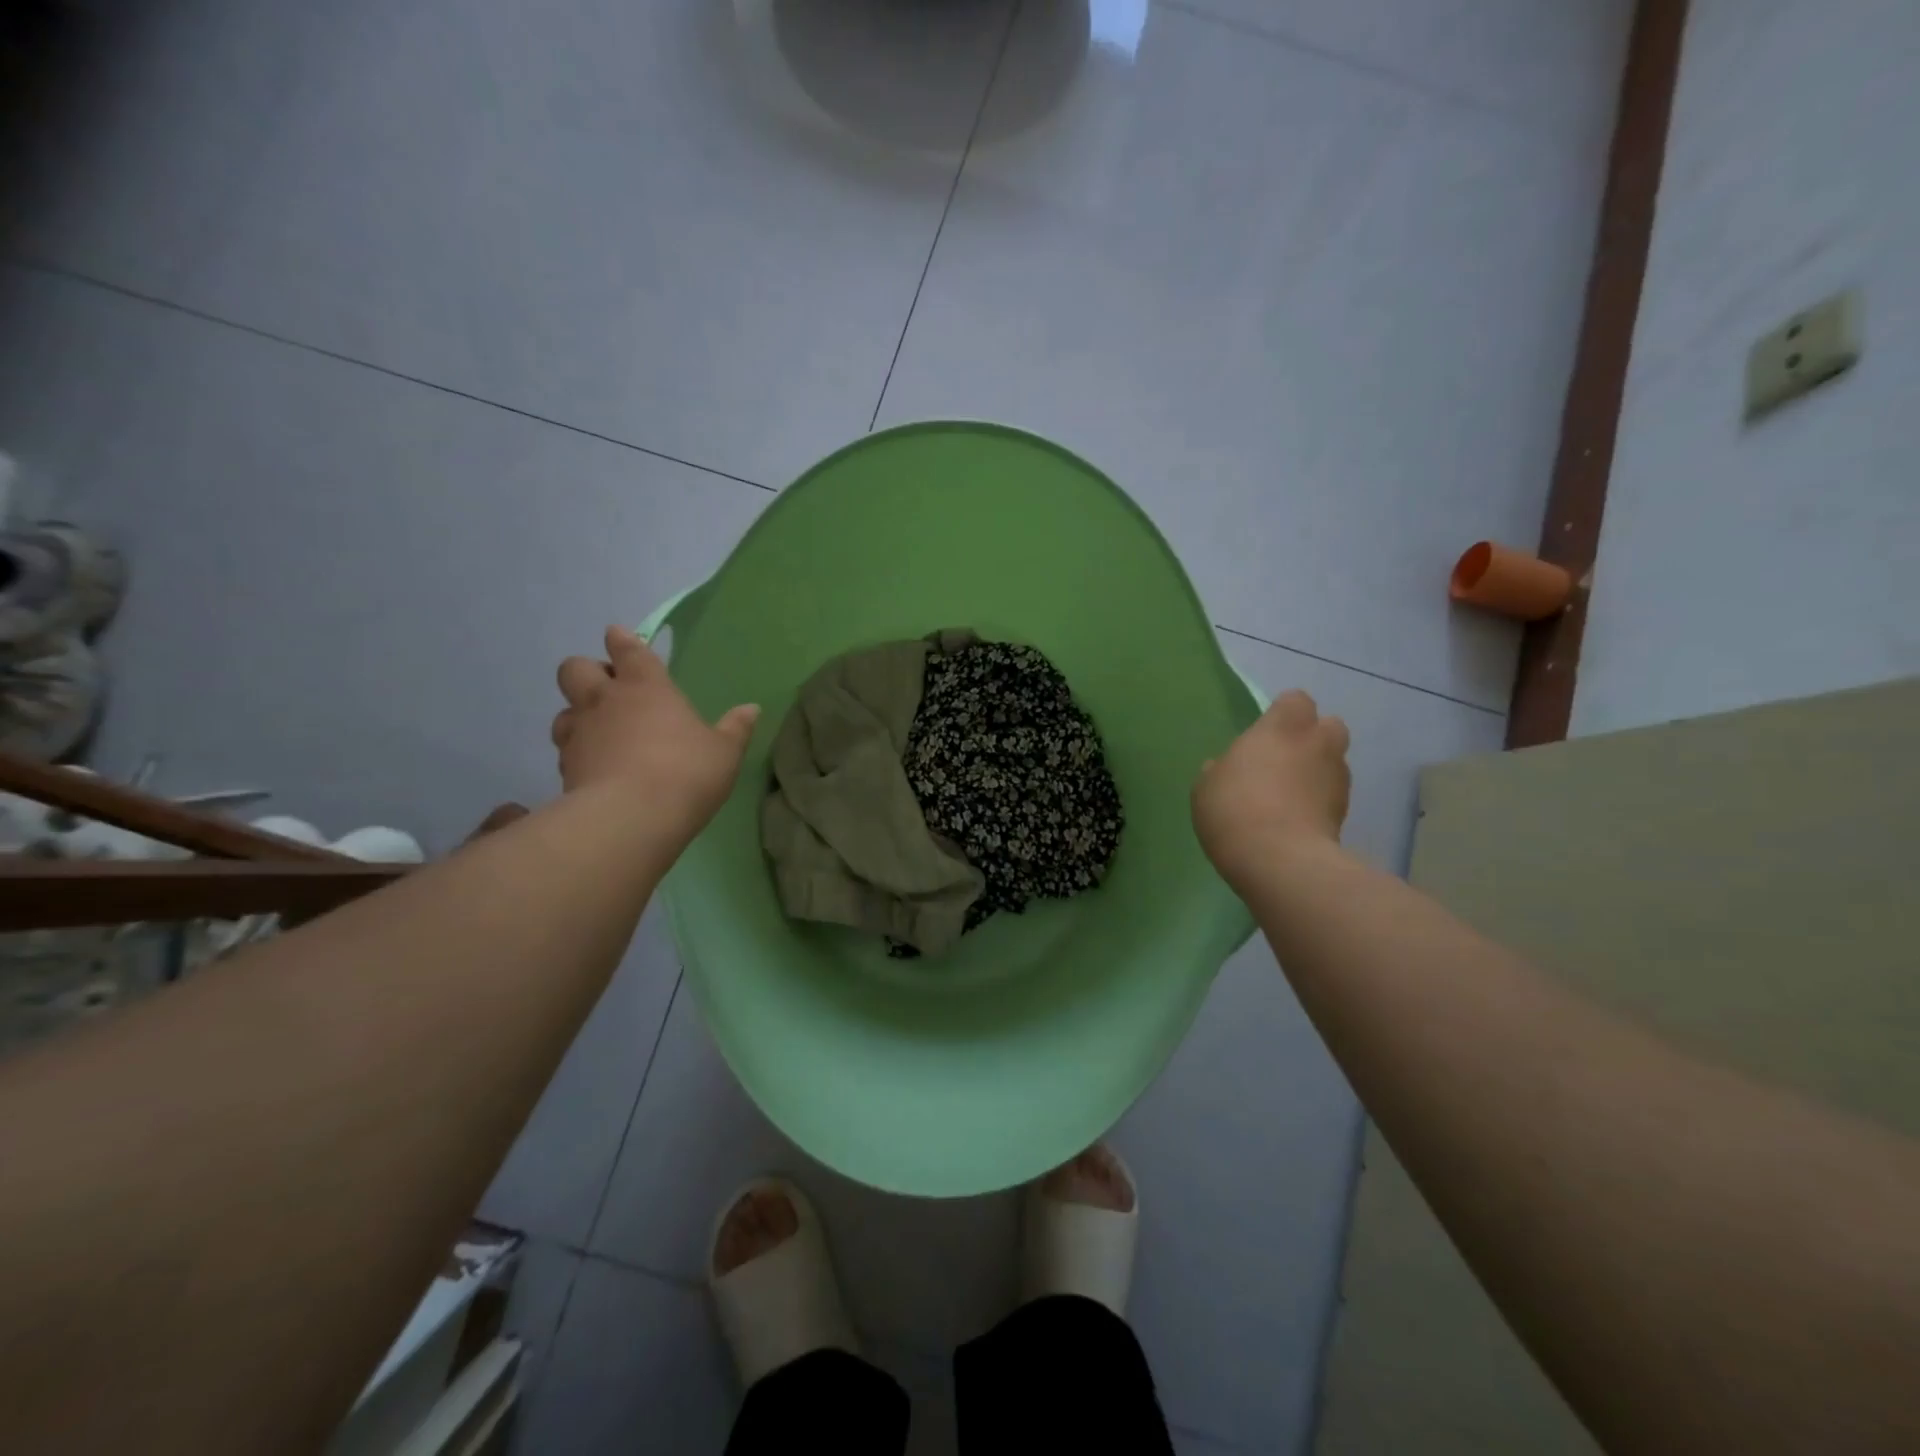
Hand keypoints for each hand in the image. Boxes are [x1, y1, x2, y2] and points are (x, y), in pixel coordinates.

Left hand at [551, 626, 759, 839]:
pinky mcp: (564, 768)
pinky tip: (595, 767)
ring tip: (599, 731)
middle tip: (610, 690)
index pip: (627, 649)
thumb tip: (752, 709)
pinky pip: (565, 749)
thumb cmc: (686, 773)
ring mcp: (579, 733)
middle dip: (588, 672)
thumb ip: (735, 729)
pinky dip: (577, 751)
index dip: (622, 640)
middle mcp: (605, 701)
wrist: (631, 817)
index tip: (619, 637)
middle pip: (575, 669)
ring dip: (577, 714)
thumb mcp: (724, 752)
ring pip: (563, 710)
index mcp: (646, 687)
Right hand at [1192, 689, 1350, 891]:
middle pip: (1329, 727)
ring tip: (1290, 798)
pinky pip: (1332, 797)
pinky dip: (1320, 804)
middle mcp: (1318, 743)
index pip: (1296, 700)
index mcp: (1283, 726)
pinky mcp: (1347, 813)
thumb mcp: (1206, 785)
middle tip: (1285, 761)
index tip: (1266, 733)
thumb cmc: (1234, 808)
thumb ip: (1223, 768)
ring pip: (1333, 763)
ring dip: (1317, 773)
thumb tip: (1228, 767)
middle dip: (1313, 739)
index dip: (1283, 714)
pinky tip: (1297, 822)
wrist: (1279, 861)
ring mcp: (1338, 779)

+===+

» **Required work**
Exact repeat, pictures omitted: give every line from the top of the records down to and including the line with "ring mcp: (579, 733)".

» **Response box**
Hand keypoints for each hand in the image. Boxes are [x1, y1, x2, y2] and points are (x, y), in pixel coordinates.

Left hand at [551, 626, 759, 839]:
pinky mcp: (564, 768)
pinky tip: (595, 767)
ring tip: (599, 731)
middle tip: (610, 690)
index pip: (627, 649)
thumb tip: (752, 709)
pinky pip: (565, 749)
thumb cmc: (686, 773)
ring mcp: (579, 733)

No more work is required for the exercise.